In Prefettura si è intanto svolto un incontro dedicato all’organizzazione del piano sicurezza. Difficile, tuttavia, prevedere quante persone arriveranno per partecipare alle esequie. L’attenzione è rivolta soprattutto alla famiglia di Lorena, ai genitori Antonia e Franco e al fratello Danilo.
Nel ricordo della donna torna anche la sua scelta di affrontare la difficile situazione con il proprio ex cercando il dialogo, convinta di poter “risolvere la situazione con il dialogo”.

La fiaccolata e gli altri appuntamenti
Il ricordo di Lorena non si fermerà alla giornata dei funerali. Nei giorni successivi sono già state organizzate altre iniziative per accompagnare la famiglia e mantenere viva la memoria della donna.
Dopo il momento di preghiera organizzato davanti alla casa della famiglia nella marina di Casalabate, dove Lorena aveva trascorso un paio di settimane di vacanza prima di rientrare a Firenze, venerdì sera è prevista una fiaccolata a Squinzano.
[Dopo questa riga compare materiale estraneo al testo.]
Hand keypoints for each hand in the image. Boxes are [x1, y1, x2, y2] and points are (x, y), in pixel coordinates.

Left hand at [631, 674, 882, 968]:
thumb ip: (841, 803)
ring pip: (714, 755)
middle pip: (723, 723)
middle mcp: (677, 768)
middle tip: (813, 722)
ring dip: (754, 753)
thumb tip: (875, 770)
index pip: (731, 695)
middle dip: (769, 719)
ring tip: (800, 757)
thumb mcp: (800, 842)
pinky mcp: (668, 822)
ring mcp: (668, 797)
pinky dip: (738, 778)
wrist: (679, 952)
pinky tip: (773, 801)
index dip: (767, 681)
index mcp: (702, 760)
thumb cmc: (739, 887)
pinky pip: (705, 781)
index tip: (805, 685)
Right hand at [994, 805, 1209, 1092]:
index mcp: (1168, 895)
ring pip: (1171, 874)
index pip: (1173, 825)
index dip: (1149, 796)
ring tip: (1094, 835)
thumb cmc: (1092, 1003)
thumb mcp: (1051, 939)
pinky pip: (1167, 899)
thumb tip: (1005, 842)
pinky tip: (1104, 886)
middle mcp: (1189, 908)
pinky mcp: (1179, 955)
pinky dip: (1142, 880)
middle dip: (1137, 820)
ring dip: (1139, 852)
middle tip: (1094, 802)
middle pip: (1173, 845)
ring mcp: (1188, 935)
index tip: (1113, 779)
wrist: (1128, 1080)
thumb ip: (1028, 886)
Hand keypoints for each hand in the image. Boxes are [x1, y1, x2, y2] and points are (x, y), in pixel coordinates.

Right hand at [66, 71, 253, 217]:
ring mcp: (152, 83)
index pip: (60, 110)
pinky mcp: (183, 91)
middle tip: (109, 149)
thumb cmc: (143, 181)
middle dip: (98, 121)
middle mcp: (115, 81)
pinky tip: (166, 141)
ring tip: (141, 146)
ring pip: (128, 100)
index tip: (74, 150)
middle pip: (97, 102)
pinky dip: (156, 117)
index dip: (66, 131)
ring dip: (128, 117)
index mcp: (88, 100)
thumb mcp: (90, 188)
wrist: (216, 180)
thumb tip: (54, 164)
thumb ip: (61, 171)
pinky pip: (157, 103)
Il corteo partirà alle 20 dalla casa di via De Pietro e raggiungerà la panchina rossa di piazza Vittoria, simbolo del rifiuto della violenza di genere.
Per tutto il mese di settembre, inoltre, la facciata del Palazzo dell’Orologio, in piazza Plebiscito, sarà illuminata di rosso. Anche questo gesto nasce dalla volontà della comunità di ricordare Lorena e di esprimere solidarietà ai suoi familiari.
Squinzano si prepara così a vivere un momento di dolore collettivo. Tra il silenzio della chiesa, le immagini preparate dagli amici, i fiocchi rossi comparsi sulle strade e le iniziative organizzate nei prossimi giorni, la comunità accompagna l’ultimo viaggio di Lorena Isceri e si raccoglie attorno alla sua famiglia.